Saved entries:
-*-*-
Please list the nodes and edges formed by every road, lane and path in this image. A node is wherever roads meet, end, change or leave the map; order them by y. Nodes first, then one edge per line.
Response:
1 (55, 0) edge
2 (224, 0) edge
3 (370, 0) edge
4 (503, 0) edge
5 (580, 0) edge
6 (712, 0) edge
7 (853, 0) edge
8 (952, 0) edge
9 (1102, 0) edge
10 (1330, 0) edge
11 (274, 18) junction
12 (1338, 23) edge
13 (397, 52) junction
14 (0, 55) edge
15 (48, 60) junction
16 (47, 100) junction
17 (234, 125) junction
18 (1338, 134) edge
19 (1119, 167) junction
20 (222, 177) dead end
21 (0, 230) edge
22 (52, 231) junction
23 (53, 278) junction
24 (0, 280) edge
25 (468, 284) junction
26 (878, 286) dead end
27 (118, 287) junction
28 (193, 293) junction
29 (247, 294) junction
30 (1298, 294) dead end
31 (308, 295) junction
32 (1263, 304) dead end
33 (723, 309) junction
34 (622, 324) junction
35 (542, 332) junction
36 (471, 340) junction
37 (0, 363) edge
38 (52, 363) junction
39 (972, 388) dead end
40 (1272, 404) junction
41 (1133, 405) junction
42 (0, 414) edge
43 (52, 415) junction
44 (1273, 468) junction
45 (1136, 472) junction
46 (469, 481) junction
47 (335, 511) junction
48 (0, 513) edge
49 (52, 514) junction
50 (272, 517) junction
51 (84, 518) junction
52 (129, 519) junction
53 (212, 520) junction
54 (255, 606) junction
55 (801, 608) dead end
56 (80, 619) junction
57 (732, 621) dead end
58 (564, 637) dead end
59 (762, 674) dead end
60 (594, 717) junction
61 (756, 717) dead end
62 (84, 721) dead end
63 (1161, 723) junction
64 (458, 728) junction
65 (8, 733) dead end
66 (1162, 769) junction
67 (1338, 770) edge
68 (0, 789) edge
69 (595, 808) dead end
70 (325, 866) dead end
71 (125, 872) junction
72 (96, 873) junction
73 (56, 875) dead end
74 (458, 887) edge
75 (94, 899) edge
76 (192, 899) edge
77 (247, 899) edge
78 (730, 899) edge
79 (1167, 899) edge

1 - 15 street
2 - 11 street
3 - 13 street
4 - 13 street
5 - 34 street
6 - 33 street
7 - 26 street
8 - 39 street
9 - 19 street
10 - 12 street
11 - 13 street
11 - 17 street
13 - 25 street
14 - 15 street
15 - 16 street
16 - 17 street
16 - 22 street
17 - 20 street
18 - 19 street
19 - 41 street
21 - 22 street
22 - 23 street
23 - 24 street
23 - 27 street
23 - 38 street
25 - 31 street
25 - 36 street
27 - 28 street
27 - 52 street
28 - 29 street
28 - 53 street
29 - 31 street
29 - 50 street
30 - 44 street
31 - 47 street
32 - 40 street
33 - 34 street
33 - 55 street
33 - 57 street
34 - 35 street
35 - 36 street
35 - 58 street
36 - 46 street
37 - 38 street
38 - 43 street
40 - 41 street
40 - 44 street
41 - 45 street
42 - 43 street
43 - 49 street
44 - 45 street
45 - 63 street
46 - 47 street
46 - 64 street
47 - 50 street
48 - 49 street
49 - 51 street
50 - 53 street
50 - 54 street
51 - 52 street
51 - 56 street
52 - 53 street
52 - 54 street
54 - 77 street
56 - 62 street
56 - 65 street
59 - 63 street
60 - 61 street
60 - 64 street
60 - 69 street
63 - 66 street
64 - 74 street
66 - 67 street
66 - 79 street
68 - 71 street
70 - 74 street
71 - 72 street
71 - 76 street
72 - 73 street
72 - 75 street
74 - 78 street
-*-*-
[Exercise details]: So that nothing differs from the original, transcribe all of the records above.

[Written solution]:
Please list the nodes and edges formed by every road, lane and path in this image. A node is wherever roads meet, end, change or leave the map; order them by y. Nodes first, then one edge per line.
Response:
1 (55, 0) edge
2 (224, 0) edge
3 (370, 0) edge
4 (503, 0) edge
5 (580, 0) edge
6 (712, 0) edge
7 (853, 0) edge
8 (952, 0) edge
9 (1102, 0) edge
10 (1330, 0) edge
11 (274, 18) junction
12 (1338, 23) edge
13 (397, 52) junction
14 (0, 55) edge
15 (48, 60) junction
16 (47, 100) junction
17 (234, 125) junction
18 (1338, 134) edge
19 (1119, 167) junction
20 (222, 177) dead end
21 (0, 230) edge
22 (52, 231) junction
23 (53, 278) junction
24 (0, 280) edge
25 (468, 284) junction
26 (878, 286) dead end
27 (118, 287) junction
28 (193, 293) junction
29 (247, 294) junction
30 (1298, 294) dead end
31 (308, 295) junction
32 (1263, 304) dead end
33 (723, 309) junction
34 (622, 324) junction
35 (542, 332) junction
36 (471, 340) junction
37 (0, 363) edge
38 (52, 363) junction
39 (972, 388) dead end
40 (1272, 404) junction
41 (1133, 405) junction
42 (0, 414) edge
43 (52, 415) junction
44 (1273, 468) junction
45 (1136, 472) junction
46 (469, 481) junction
47 (335, 511) junction
48 (0, 513) edge
49 (52, 514) junction
50 (272, 517) junction
51 (84, 518) junction
52 (129, 519) junction
53 (212, 520) junction
54 (255, 606) junction
55 (801, 608) dead end
56 (80, 619) junction
57 (732, 621) dead end
58 (564, 637) dead end
59 (762, 674) dead end
60 (594, 717) junction
61 (756, 717) dead end
62 (84, 721) dead end
63 (1161, 723) junction
64 (458, 728) junction
65 (8, 733) dead end
66 (1162, 769) junction
67 (1338, 770) edge
68 (0, 789) edge
69 (595, 808) dead end
70 (325, 866) dead end
71 (125, 872) junction
72 (96, 873) junction
73 (56, 875) dead end
74 (458, 887) edge
75 (94, 899) edge
76 (192, 899) edge
77 (247, 899) edge
78 (730, 899) edge
79 (1167, 899) edge

1 - 15 street
2 - 11 street
3 - 13 street
4 - 13 street
5 - 34 street
6 - 33 street
7 - 26 street
8 - 39 street
9 - 19 street
10 - 12 street
11 - 13 street
11 - 17 street
13 - 25 street
14 - 15 street
15 - 16 street
16 - 17 street
16 - 22 street
17 - 20 street
18 - 19 street
19 - 41 street
21 - 22 street
22 - 23 street
23 - 24 street
23 - 27 street
23 - 38 street
25 - 31 street
25 - 36 street
27 - 28 street
27 - 52 street
28 - 29 street
28 - 53 street
29 - 31 street
29 - 50 street
30 - 44 street
31 - 47 street
32 - 40 street
33 - 34 street
33 - 55 street
33 - 57 street
34 - 35 street
35 - 36 street
35 - 58 street
36 - 46 street
37 - 38 street
38 - 43 street
40 - 41 street
40 - 44 street
41 - 45 street
42 - 43 street
43 - 49 street
44 - 45 street
45 - 63 street
46 - 47 street
46 - 64 street
47 - 50 street
48 - 49 street
49 - 51 street
50 - 53 street
50 - 54 street
51 - 52 street
51 - 56 street
52 - 53 street
52 - 54 street
54 - 77 street
56 - 62 street
56 - 65 street
59 - 63 street
60 - 61 street
60 - 64 street
60 - 69 street
63 - 66 street
64 - 74 street
66 - 67 street
66 - 79 street
68 - 71 street
70 - 74 street
71 - 72 street
71 - 76 street
72 - 73 street
72 - 75 street
74 - 78 street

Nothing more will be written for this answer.